A collection of Edgar Allan Poe’s short fiction, ordered by date of publication.

Page 692 of 1087
Table of Contents

The Gold-Bug

“But, having established a single word, we are enabled to establish a vastly important point; that is to say, several commencements and terminations of other words. Let us refer, for example, to the last instance but one, in which the combination ;48 occurs⁠—not far from the end of the cipher. We know that the ; immediately ensuing is the commencement of a word, and, of the six characters succeeding this ‘the,’ we are cognizant of no less than five. Let us set these characters down, thus, by the letters we know them to represent, leaving a space for the unknown⁠—

t eeth.

“Here we are enabled, at once, to discard the ‘ th ,’ as forming no portion of the word commencing with the first t ; since, by experiment of the entire alphabet for a letter adapted to the vacancy, we perceive that no word can be formed of which this th can be a part. We are thus narrowed into

t ee,

and, going through the alphabet, if necessary, as before, we arrive at the word ‘tree,’ as the sole possible reading.

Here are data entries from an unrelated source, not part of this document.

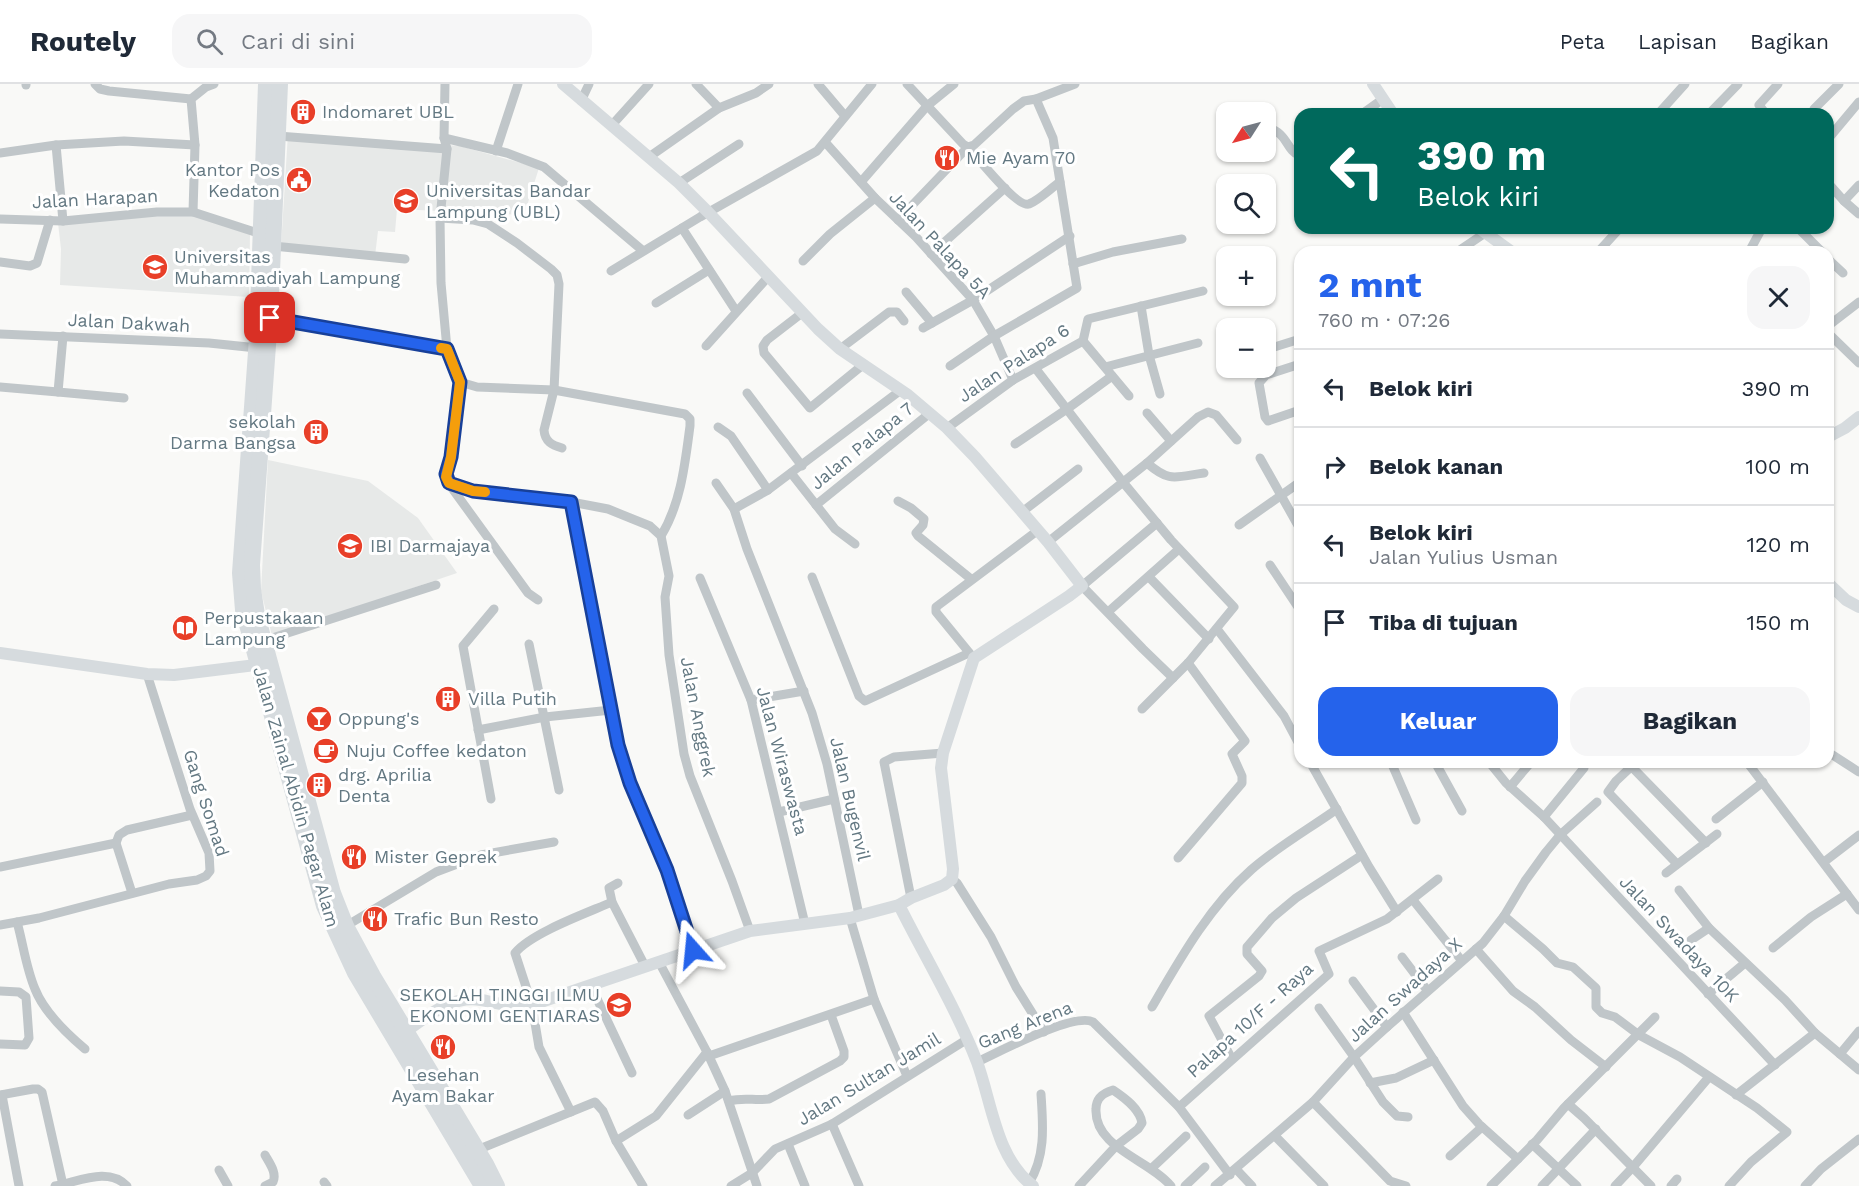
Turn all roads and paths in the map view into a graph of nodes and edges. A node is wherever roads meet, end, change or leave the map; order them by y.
1 (95, 84) edge
2 (214, 84) edge
3 (266, 84) edge
4 (280, 84) edge
5 (445, 84) edge
6 (518, 84) edge
7 (563, 84) edge
8 (589, 84) edge
9 (649, 84) edge
10 (696, 84) edge
11 (769, 84) edge
12 (818, 84) edge
13 (872, 84) edge
14 (907, 84) edge
15 (954, 84) edge
16 (1074, 84) edge
17 (1685, 84) edge
18 (1737, 84) edge
19 (1778, 84) edge
20 (1839, 84) edge
21 (1062, 86) edge
22 (1379, 89) edge
23 (191, 99) junction
24 (1036, 99) junction
25 (581, 100) junction
26 (1859, 102) edge
27 (927, 106) junction
28 (719, 108) junction
29 (1366, 108) edge
30 (1390, 108) edge
31 (1663, 108) edge
32 (1715, 108) edge
33 (1761, 108) edge
34 (1815, 108) edge
35 (845, 116) junction
36 (612, 125) junction
37 (1276, 130) edge
38 (1834, 132) edge
39 (278, 136) junction
40 (444, 138) junction
41 (825, 142) junction
42 (739, 144) dead end
43 (56, 145) junction
44 (195, 146) junction
45 (969, 147) junction
46 (447, 149) junction
47 (496, 151) junction
48 (1294, 151) edge
49 (0, 153) edge
50 (649, 157) junction
51 (861, 182) junction
52 (1060, 182) junction
53 (679, 183) junction
54 (1859, 185) edge
55 (1005, 188) junction
56 (1834, 190) edge
57 (875, 198) junction
58 (1844, 201) junction
59 (193, 212) junction
60 (708, 212) junction
61 (1859, 214) edge
62 (440, 218) junction
63 (0, 219) edge
64 (51, 220) junction
65 (63, 220) junction
66 (898, 220) junction
67 (682, 228) junction
68 (261, 234) junction
69 (1478, 234) edge
70 (1486, 234) edge
71 (1614, 234) edge
72 (1804, 234) edge
73 (1070, 236) junction
74 (1182, 239) dead end
75 (273, 246) junction
76 (1464, 246) edge
77 (1500, 246) edge
78 (1604, 246) edge
79 (1816, 246) edge
80 (642, 250) junction
81 (931, 254) junction
82 (405, 259) dead end
83 (803, 261) dead end
84 (0, 262) edge
85 (1072, 264) junction
86 (1834, 265) edge
87 (709, 270) junction
88 (611, 271) dead end
89 (1843, 273) dead end
90 (768, 277) junction
91 (1203, 291) dead end
92 (906, 292) dead end
93 (973, 300) junction
94 (1859, 302) edge
95 (656, 303) dead end
96 (1141, 306) junction
97 (736, 311) junction
98 (802, 313) junction
99 (270, 318) junction
100 (904, 321) dead end
101 (1834, 321) edge
102 (0, 334) edge
103 (63, 336) junction
104 (994, 336) junction
105 (1834, 339) edge
106 (1083, 341) junction
107 (1294, 341) edge
108 (1198, 343) dead end
109 (706, 346) dead end
110 (1276, 346) edge
111 (257, 348) junction
112 (447, 349) junction
113 (840, 349) junction
114 (1149, 355) junction
115 (1859, 363) edge
116 (864, 364) junction
117 (950, 366) dead end
118 (1294, 366) edge
119 (1105, 367) junction
120 (1036, 369) junction
121 (1113, 376) junction
122 (1013, 380) junction
123 (460, 382) junction
124 (0, 387) edge
125 (554, 390) junction
126 (902, 390) junction
127 (58, 392) junction
128 (747, 393) dead end
129 (1160, 394) dead end
130 (1129, 396) dead end
131 (124, 398) dead end
132 (1067, 409) junction
133 (1294, 412) edge
134 (930, 413) junction
135 (1147, 414) dead end
136 (1859, 417) edge
137 (718, 427) dead end
138 (948, 428) junction
139 (1834, 434) edge
140 (1237, 440) dead end
141 (1171, 441) junction
142 (1015, 444) dead end
143 (562, 448) dead end
144 (1260, 458) dead end
145 (254, 460) junction
146 (1147, 463) junction
147 (802, 466) junction
148 (1078, 469) dead end
149 (791, 472) junction
150 (1204, 473) dead end
151 (1122, 481) junction
152 (449, 483) junction
153 (716, 483) dead end
154 (1294, 486) edge
155 (768, 490) junction
156 (1282, 494) junction
157 (898, 501) dead end
158 (571, 502) junction
159 (816, 505) junction
160 (734, 509) junction
161 (1022, 512) junction
162 (1294, 518) edge
163 (1157, 523) junction
164 (1239, 525) dead end
165 (1037, 531) junction
166 (661, 536) junction
167 (1048, 542) junction
168 (855, 544) dead end
169 (1179, 549) junction
170 (1270, 565) dead end
171 (812, 577) dead end
172 (1149, 577) junction
173 (700, 578) dead end
174 (971, 579) junction
175 (435, 585) dead end
176 (1082, 586) junction
177 (1834, 589) edge
178 (1294, 593) edge
179 (1291, 595) junction
180 (538, 600) dead end
181 (1294, 600) edge
182 (1859, 607) edge
183 (495, 609) dead end
184 (1108, 612) junction
185 (1217, 629) junction
186 (1209, 639) junction
187 (263, 641) junction
188 (529, 644) dead end
189 (0, 652) edge
190 (972, 656) junction
191 (1188, 663) junction
192 (256, 665) junction
193 (147, 674) junction
194 (1173, 678) junction
195 (804, 691) junction
196 (751, 700) junction
197 (1142, 709) dead end
198 (611, 710) junction
199 (278, 717) junction
200 (545, 717) junction
201 (478, 730) junction
202 (1294, 734) edge
203 (943, 753) junction
204 (1834, 756) edge
205 (1313, 768) edge
206 (1394, 768) edge
207 (1439, 768) edge
208 (1494, 768) edge
209 (1527, 768) edge
210 (1584, 768) dead end
211 (1626, 768) edge
212 (1633, 768) edge
213 (1752, 768) edge
214 (1859, 772) edge
215 (1763, 782) junction
216 (1510, 787) junction
217 (559, 790) dead end
218 (490, 799) dead end
219 (834, 799) junction
220 (1597, 802) dead end
221 (1337, 809) junction
222 (1462, 811) dead end
223 (779, 812) junction
224 (192, 815) junction
225 (1544, 817) junction
226 (1716, 819) dead end
227 (1416, 820) dead end
228 (1717, 834) dead end
229 (1560, 835) junction
230 (1859, 835) edge
231 (554, 842) dead end
232 (116, 843) junction
233 (1706, 843) junction
234 (1362, 855) junction
235 (317, 858) junction
236 (1178, 858) dead end
237 (1824, 862) junction
238 (1677, 864) junction
239 (0, 867) edge
240 (1666, 873) dead end
241 (952, 879) junction
242 (1438, 879) dead end
243 (618, 883) dead end
244 (1679, 891) dead end
245 (132, 893) junction
246 (1847, 894) junction
247 (911, 898) junction
248 (1413, 900) junction
249 (612, 902) junction
250 (899, 905) junction
251 (1859, 910) edge
252 (1397, 912) junction
253 (1504, 916) junction
254 (855, 917) junction
255 (17, 922) junction
256 (805, 924) junction
257 (0, 925) edge
258 (346, 926) junction
259 (1709, 928) junction
260 (750, 931) junction
261 (1690, 940) dead end
262 (1773, 948) dead end
263 (1476, 949) junction
264 (693, 950) junction
265 (1402, 957) dead end
266 (659, 962) junction
267 (1462, 962) junction
268 (1745, 963) junction
269 (645, 966) junction
270 (1353, 981) dead end
271 (591, 986) junction
272 (1427, 990) junction
273 (0, 991) edge
274 (1708, 994) junction
275 (874, 999) junction
276 (532, 1005) junction
277 (1152, 1007) dead end
278 (1319, 1008) dead end
279 (1403, 1012) junction
280 (831, 1014) junction
281 (1655, 1017) dead end
282 (1387, 1026) junction
283 (1859, 1031) edge
284 (405, 1032) junction
285 (1044, 1032) junction
286 (1815, 1033) junction
287 (1639, 1035) junction
288 (966, 1040) junction
289 (0, 1044) edge
290 (85, 1049) dead end
291 (708, 1054) junction
292 (1840, 1054) junction
293 (1354, 1057) junction
294 (1232, 1059) junction
295 (1434, 1060) junction
296 (977, 1062) junction
297 (1775, 1065) junction
298 (1606, 1067) junction
299 (1859, 1070) edge
300 (632, 1072) dead end
301 (907, 1076) junction
302 (1708, 1077) junction
303 (1370, 1083) junction
304 (1041, 1094) dead end
305 (1, 1095) edge
306 (1736, 1095) junction
307 (727, 1096) junction
308 (1313, 1102) junction
309 (1568, 1104) junction
310 (1179, 1107) junction
311 (571, 1112) junction
312 (688, 1115) dead end
313 (1408, 1117) dead end
314 (832, 1124) junction
315 (1482, 1127) junction
316 (1596, 1130) junction
317 (1186, 1136) dead end
318 (1275, 1136) junction
319 (1859, 1139) edge
320 (616, 1141) junction
321 (788, 1144) junction
322 (1532, 1144) junction
323 (1116, 1146) junction
324 (477, 1150) junction
325 (265, 1155) dead end
326 (1450, 1156) dead end
327 (1518, 1159) junction
328 (1205, 1167) dead end
329 (1633, 1167) junction
330 (1152, 1168) junction
331 (1558, 1169) junction
332 (219, 1170) dead end
333 (1233, 1172) junction
334 (752, 1173) junction
335 (1031, 1184) edge
336 (59, 1185) edge
337 (19, 1186) edge
338 (127, 1186) edge
339 (228, 1186) edge
340 (266, 1186) edge
341 (482, 1186) edge
342 (497, 1186) edge
343 (643, 1186) edge
344 (731, 1186) edge
345 (757, 1186) edge
346 (806, 1186) edge
347 (859, 1186) edge
348 (1079, 1186) edge
349 (1171, 1186) edge
350 (1185, 1186) edge
351 (1215, 1186) edge
352 (1252, 1186) edge
353 (1324, 1186) edge
354 (1406, 1186) edge
355 (1491, 1186) edge
356 (1542, 1186) edge
357 (1577, 1186) edge
358 (1615, 1186) edge
359 (1651, 1186) edge
360 (1729, 1186) edge
361 (1805, 1186) edge

1 - 23 street
2 - 23 street
3 - 68 highway, Jalan Zainal Abidin Pagar Alam
4 - 39 highway, Jalan Zainal Abidin Pagar Alam
5 - 40 street
6 - 47 street
7 - 25 street
8 - 25 street
9 - 36 street
10 - 28 street
11 - 28 street
12 - 35 street
13 - 35 street
14 - 27 street
15 - 27 street
16 - 21 street
17 - 31 street
18 - 32 street
19 - 33 street
20 - 34 street
21 - 24 street
22 - 29 street
22 - 30 street
23 - 44 street
24 - 45 street
24 - 52 street
25 - 36 street
26 - 38 street
27 - 45 street
27 - 51 street
28 - 50 street
35 - 41 street
36 - 50 street
37 - 48 street
39 - 46 street
39 - 75 highway, Jalan Zainal Abidin Pagar Alam
40 - 46 street
40 - 47 street
41 - 51 street, Jalan Palapa 5A
41 - 60 street
42 - 53 street
43 - 44 street
43 - 49 street
43 - 65 street
44 - 59 street
45 - 55 street
45 - 66 street
46 - 62 street
47 - 80 street
50 - 53 street
51 - 57 street, Jalan Palapa 5A
52 - 55 street
52 - 73 street
53 - 60 street
54 - 58 street
55 - 81 street
56 - 58 street
57 - 66 street, Jalan Palapa 5A
57 - 83 street
58 - 61 street
59 - 65 street, Jalan Harapan
59 - 68 street, Jalan Harapan
60 - 67 street
60 - 90 street
62 - 112 street
62 - 125 street
63 - 64 street, Jalan Harapan
64 - 65 street, Jalan Harapan
64 - 84 street
66 - 81 street, Jalan Palapa 5A
67 - 80 street
67 - 87 street
68 - 111 highway, Jalan Zainal Abidin Pagar Alam
69 - 76 street
70 - 77 street
71 - 78 street
72 - 79 street
73 - 85 street
73 - 93 street
74 - 85 street
75 - 82 street
75 - 99 highway, Jalan Zainal Abidin Pagar Alam
80 - 88 street
81 - 93 street, Jalan Palapa 5A
85 - 104 street
86 - 89 street
87 - 95 street
87 - 97 street
90 - 97 street
90 - 98 street
91 - 96 street
92 - 93 street
93 - 104 street, Jalan Palapa 5A
94 - 101 street
96 - 106 street, Jalan Palapa 6
96 - 114 street
97 - 109 street
98 - 113 street
98 - 116 street
99 - 112 street
99 - 145 highway, Jalan Zainal Abidin Pagar Alam
100 - 113 street
102 - 103 street, Jalan Dakwah
103 - 111 street, Jalan Dakwah
103 - 127 street
104 - 117 street
104 - 122 street, Jalan Palapa 5A
105 - 115 street
106 - 119 street
106 - 120 street, Jalan Palapa 6
107 - 110 street
108 - 114 street
111 - 145 highway, Jalan Zainal Abidin Pagar Alam
112 - 123 street
113 - 116 street
114 - 119 street
114 - 129 street
116 - 126 street
118 - 133 street
119 - 121 street
120 - 122 street, Jalan Palapa 6
120 - 132 street
121 - 130 street
121 - 132 street
122 - 138 street, Jalan Palapa 6
123 - 125 street
123 - 152 street
124 - 127 street
125 - 143 street
125 - 166 street
126 - 134 street
126 - 147 street
127 - 131 street
128 - 147 street
132 - 142 street
132 - 151 street
134 - 138 street
134 - 159 street, Jalan Palapa 7
135 - 141 street
136 - 139 street
137 - 155 street
138 - 161 street
140 - 141 street
141 - 146 street
144 - 156 street
145 - 187 highway, Jalan Zainal Abidin Pagar Alam
145 - 192 highway, Jalan Zainal Abidin Pagar Alam
146 - 150 street
146 - 151 street
147 - 149 street
148 - 161 street
149 - 155 street
149 - 159 street
151 - 163 street
151 - 167 street
152 - 158 street
152 - 180 street
153 - 160 street, Jalan Bugenvil
154 - 156 street
155 - 160 street
156 - 162 street
156 - 164 street
157 - 174 street
158 - 166 street
158 - 198 street
159 - 168 street
160 - 195 street, Jalan Bugenvil
161 - 165 street
163 - 169 street
163 - 176 street
165 - 167 street
165 - 174 street
166 - 260 street, Jalan Anggrek
167 - 176 street
169 - 172 street
169 - 185 street
170 - 179 street
171 - 190 street
172 - 184 street
172 - 186 street
173 - 196 street, Jalan Wiraswasta
174 - 190 street
175 - 187 street
176 - 184 street
176 - 190 street
177 - 182 street
178 - 179 street
179 - 181 street
183 - 201 street
184 - 194 street
185 - 186 street
185 - 202 street
186 - 191 street
187 - 199 highway, Jalan Zainal Abidin Pagar Alam
188 - 200 street
189 - 193 street
190 - 203 street
191 - 194 street
191 - 236 street
192 - 193 street
192 - 199 highway, Jalan Zainal Abidin Pagar Alam
193 - 224 street, Gang Somad
194 - 197 street
195 - 196 street
195 - 219 street, Jalan Bugenvil
196 - 223 street, Jalan Wiraswasta
198 - 200 street
198 - 264 street
199 - 235 highway, Jalan Zainal Abidin Pagar Alam
200 - 201 street
200 - 217 street
201 - 218 street
203 - 241 street
203 - 247 street
204 - 214 street
205 - 221 street
206 - 227 street
207 - 222 street
208 - 216 street, Jalan Swadaya 10K
209 - 216 street
210 - 225 street
211 - 238 street
212 - 233 street
213 - 215 street
215 - 226 street
215 - 237 street
216 - 225 street, Jalan Swadaya 10K
219 - 223 street
219 - 254 street, Jalan Bugenvil
220 - 229 street, Jalan Swadaya X
221 - 234 street
221 - 277 street
223 - 256 street, Jalan Wiraswasta
224 - 232 street
224 - 245 street, Gang Somad
225 - 229 street, Jalan Swadaya 10K
228 - 233 street
229 - 253 street, Jalan Swadaya X
229 - 274 street, Jalan Swadaya 10K
230 - 237 street
231 - 258 street
232 - 239 street
232 - 245 street
233 - 238 street
234 - 252 street
234 - 294 street
235 - 258 highway, Jalan Zainal Abidin Pagar Alam
235 - 341 highway, Jalan Zainal Abidin Pagar Alam
237 - 246 street
238 - 240 street
241 - 247 street
241 - 285 street
242 - 248 street, Palapa 10/F - Raya
243 - 249 street
244 - 259 street
245 - 255 street, Gang Somad
246 - 251 street
246 - 262 street
247 - 250 street
248 - 252 street, Palapa 10/F - Raya
248 - 267 street
249 - 269 street
249 - 276 street
250 - 254 street
250 - 288 street
252 - 294 street, Palapa 10/F - Raya
253 - 263 street, Jalan Swadaya X
253 - 287 street
254 - 256 street
254 - 275 street, Jalan Bugenvil
255 - 257 street, Gang Somad
255 - 290 street
256 - 260 street
258 - 284 highway, Jalan Zainal Abidin Pagar Alam
259 - 261 street
259 - 268 street
260 - 264 street
263 - 267 street, Jalan Swadaya X
263 - 298 street
264 - 266 street
265 - 272 street
266 - 269 street
266 - 291 street
267 - 272 street, Jalan Swadaya X
268 - 274 street
268 - 286 street
269 - 271 street
270 - 282 street
271 - 276 street
271 - 300 street
272 - 279 street, Jalan Swadaya X
273 - 289 street
274 - 297 street, Jalan Swadaya 10K
275 - 280 street
275 - 301 street, Jalan Bugenvil
276 - 284 street
276 - 311 street
278 - 293 street
279 - 282 street, Jalan Swadaya X
279 - 295 street
280 - 291 street
280 - 307 street, Jalan Sultan Jamil
281 - 287 street
282 - 293 street, Jalan Swadaya X
283 - 292 street
284 - 324 highway, Jalan Zainal Abidin Pagar Alam
285 - 296 street, Gang Arena
285 - 310 street, Gang Arena
286 - 292 street
286 - 297 street
287 - 298 street
287 - 302 street
288 - 296 street
288 - 301 street, Jalan Sultan Jamil
291 - 307 street
291 - 320 street
292 - 299 street
293 - 303 street
293 - 308 street, Jalan Swadaya X
294 - 310 street, Palapa 10/F - Raya
295 - 303 street
295 - 315 street
296 - 335 street
297 - 306 street
298 - 309 street
301 - 314 street, Jalan Sultan Jamil
302 - 306 street
302 - 329 street
303 - 313 street
304 - 335 street
305 - 336 street
305 - 337 street
306 - 360 street
307 - 312 street
307 - 334 street
308 - 318 street, Jalan Swadaya X
308 - 354 street
309 - 316 street
309 - 322 street
310 - 333 street
311 - 320 street
311 - 324 street
314 - 321 street, Jalan Sultan Jamil
314 - 347 street
315 - 326 street
315 - 327 street
316 - 329 street
316 - 331 street
317 - 330 street
318 - 333 street, Jalan Swadaya X
318 - 353 street
319 - 361 street
320 - 343 street
321 - 334 street, Jalan Sultan Jamil
321 - 346 street
322 - 327 street
322 - 331 street
323 - 323 street
323 - 330 street
323 - 348 street
324 - 342 highway, Jalan Zainal Abidin Pagar Alam
325 - 340 street
327 - 355 street
328 - 350 street
329 - 358 street
329 - 359 street
330 - 349 street
331 - 356 street
331 - 357 street
332 - 339 street
333 - 351 street, Jalan Swadaya X
333 - 352 street
334 - 344 street, Jalan Sultan Jamil
334 - 345 street
336 - 338 street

We thus gain another letter, r , represented by (, with the words ‘the tree’ in juxtaposition.

“Looking beyond these words, for a short distance, we again see the combination ;48, and employ it by way of termination to what immediately precedes. We have thus this arrangement:

the tree ;4(‡?34 the,

or, substituting the natural letters, where known, it reads thus:

the tree thr‡?3h the.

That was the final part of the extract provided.